Thursday, February 19, 2015

The Worldwide Debut of Me in a Mask

I received my I Can Breathe Sport Mask yesterday.  Since I am fragrance sensitive I hand washed the mask and exhale values with soap to which I am not sensitive.  They air dried overnight and were ready to go this morning.  It was very simple to put the values into the carbon filter and then attach the carbon filter to the interior of the mask.

I wore the mask to my moms group this morning and it went really well.  My group of moms was very supportive and had even skipped things like showering and using perfumed items on my behalf.  We do eat breakfast together so I couldn't wear the mask while eating or drinking; otherwise I wore it.  Those at the group who didn't know me really just ignored the mask.  I could tell that they maybe looked twice but that was it.

The mask does make me breathe a little heavier since it takes a bit more work to pull air through the mask and carbon filter.  I don't think it was noticeable to anyone else.  The wonderful news is that the mask did diminish my reactions.  I did have an asthma attack and maybe a few hives but both were minor and probably were caused by what I inhaled while eating and not wearing the mask.

I'm not sure that I have shared what reactions I am currently experiencing when I go to a store or am in public.  I'll list them here in no particular order:

Asthma attacks
Hives
General itchiness
Extreme fatigue
Flushing
Headaches 
Nasal congestion and runny nose 
Joint pain 
Nearly passing out
Swelling of tongue/lips/throat
Memory/language issues

I do not necessarily experience all of these symptoms when I go out.  Something always happens and usually isn't singular.  Symptoms generally escalate even if I immediately return home and can last a few days.

This all returned quite suddenly about two weeks ago.  While my baseline symptoms had increased when I was about five weeks pregnant, my overall sensitivity to other people's personal care products and whatever is randomly in the air at stores was at the same time greatly diminished.

A new symptom in the last week is an irrational feeling of being overwhelmed.  Having never really experienced this as a symptom before I'm a bit at a loss as to what is going on and have just been pushing through it.  I am seeing an endocrinologist for the first time on Monday and will mention this to him.

And here is what you have all been waiting for!  A picture of me in a mask, looking quite tired and experiencing swollen top eyelids (they are common for me once again):



Tuesday, February 10, 2015

You might soon spot me wearing a mask

Since I stopped the Quercetin between the eleventh and twelfth week of pregnancy things have continued to worsen.

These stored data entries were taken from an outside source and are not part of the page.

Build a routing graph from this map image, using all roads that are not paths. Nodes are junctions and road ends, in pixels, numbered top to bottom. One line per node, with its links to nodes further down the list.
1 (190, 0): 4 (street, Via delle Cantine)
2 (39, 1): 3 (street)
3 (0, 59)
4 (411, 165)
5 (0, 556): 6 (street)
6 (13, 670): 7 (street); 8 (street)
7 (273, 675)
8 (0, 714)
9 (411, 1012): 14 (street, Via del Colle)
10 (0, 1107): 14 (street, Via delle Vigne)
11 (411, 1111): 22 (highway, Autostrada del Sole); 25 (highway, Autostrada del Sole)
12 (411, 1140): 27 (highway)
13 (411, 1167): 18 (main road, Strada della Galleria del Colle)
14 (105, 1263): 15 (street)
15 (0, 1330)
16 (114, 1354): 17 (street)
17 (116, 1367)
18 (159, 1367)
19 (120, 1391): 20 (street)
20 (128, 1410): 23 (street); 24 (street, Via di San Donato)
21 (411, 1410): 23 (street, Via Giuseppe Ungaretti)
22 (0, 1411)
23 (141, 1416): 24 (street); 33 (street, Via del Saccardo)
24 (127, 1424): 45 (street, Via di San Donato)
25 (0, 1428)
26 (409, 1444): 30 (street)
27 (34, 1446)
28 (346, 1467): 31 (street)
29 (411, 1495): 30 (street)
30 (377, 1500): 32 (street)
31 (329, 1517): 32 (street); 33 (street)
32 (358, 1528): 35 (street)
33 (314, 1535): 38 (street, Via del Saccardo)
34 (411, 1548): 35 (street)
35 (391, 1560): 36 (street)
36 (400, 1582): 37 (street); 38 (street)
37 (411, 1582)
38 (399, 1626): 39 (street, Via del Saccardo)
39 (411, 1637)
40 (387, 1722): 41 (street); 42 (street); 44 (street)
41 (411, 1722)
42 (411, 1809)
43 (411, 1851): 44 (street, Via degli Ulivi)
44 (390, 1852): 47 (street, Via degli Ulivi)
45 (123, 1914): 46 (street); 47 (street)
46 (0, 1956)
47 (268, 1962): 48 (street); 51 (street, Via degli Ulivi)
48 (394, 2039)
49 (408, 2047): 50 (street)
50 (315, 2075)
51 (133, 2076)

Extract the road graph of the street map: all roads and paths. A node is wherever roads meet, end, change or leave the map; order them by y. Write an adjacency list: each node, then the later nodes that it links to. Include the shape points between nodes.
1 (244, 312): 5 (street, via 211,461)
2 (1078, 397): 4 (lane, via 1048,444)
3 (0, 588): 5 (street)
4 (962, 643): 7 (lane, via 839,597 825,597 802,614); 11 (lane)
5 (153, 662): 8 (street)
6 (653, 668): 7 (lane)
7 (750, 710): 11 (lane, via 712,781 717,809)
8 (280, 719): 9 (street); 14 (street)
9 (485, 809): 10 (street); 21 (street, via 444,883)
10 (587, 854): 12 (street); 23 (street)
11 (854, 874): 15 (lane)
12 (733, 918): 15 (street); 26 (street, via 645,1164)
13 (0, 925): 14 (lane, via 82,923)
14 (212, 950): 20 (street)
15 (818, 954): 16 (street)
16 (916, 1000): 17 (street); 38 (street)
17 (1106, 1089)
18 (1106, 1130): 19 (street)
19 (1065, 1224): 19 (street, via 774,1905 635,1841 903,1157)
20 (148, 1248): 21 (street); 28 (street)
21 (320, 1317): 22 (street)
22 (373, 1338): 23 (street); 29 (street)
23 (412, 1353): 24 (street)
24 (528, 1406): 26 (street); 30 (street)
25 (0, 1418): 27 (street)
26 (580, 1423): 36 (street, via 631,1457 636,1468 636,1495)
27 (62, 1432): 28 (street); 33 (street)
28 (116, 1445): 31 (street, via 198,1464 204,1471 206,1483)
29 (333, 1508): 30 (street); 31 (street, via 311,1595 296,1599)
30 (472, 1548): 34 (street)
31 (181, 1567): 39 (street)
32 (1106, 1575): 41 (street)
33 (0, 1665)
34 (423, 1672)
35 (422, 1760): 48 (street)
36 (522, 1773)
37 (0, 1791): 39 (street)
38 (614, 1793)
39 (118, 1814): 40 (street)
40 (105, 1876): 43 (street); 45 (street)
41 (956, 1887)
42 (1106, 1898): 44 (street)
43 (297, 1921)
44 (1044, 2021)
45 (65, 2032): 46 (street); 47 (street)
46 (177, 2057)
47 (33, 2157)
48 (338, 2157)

Right now I am about 24 weeks pregnant.  Everything with the baby is going well and we currently have no concerns regarding development..

I am having escalating reactions every time I leave my house again.  I am experiencing severe headaches, sore throats, nasal swelling and itchiness.  For the remainder of the day, I am exhausted and feel very overwhelmed. Currently, I am still on the max dose of Diclegis for morning sickness and it contains the Class A antihistamine doxylamine succinate.  The instructions state not to take any additional antihistamines while taking Diclegis so I am not sure what medication I can safely take when I leave my house.  I have had to take Benadryl a few times.

I did send my midwife an email but I do not really expect her to know what to do.  Since I obviously don't want to hurt myself or the baby with medication or anaphylaxis, I am looking at buying a high quality mask to wear when I leave my house.  The two that I am most interested in are:



Does it shock you that enough people have environmental, fragrance and chemical sensitivities that numerous companies sell reusable masks with carbon filters?    Are people like me the canaries in the coal mine and soon nearly all of us will be wearing masks because our air quality is so poor?

I would like to add that I have zero conventional allergies and these reaction don't occur when I am outdoors away from people.  Reactions above my baseline symptoms occur indoors or when I am with a group of other people who have put some sort of fragranced product on their bodies or clothes.  I actually am unable to live in an apartment or a building with doors opening into a common area.  I absolutely can not share laundry machines with another family.  I have to wash clothes given to my family as many as ten times before the leftover fragrances stop making me ill.  Some things I have to toss or give away.

This illness is an isolating one and my natural tendencies are toward withdrawal  There are some specific ways that you can pray for me regarding this:

1.  Pray that I would have discernment to know when I can handle exposure and when it would be too much.  Pray that fear and the desire to withdraw would not play into my decisions.

2.  Pray that I would have the courage to wear a mask even though others will likely react negatively to it.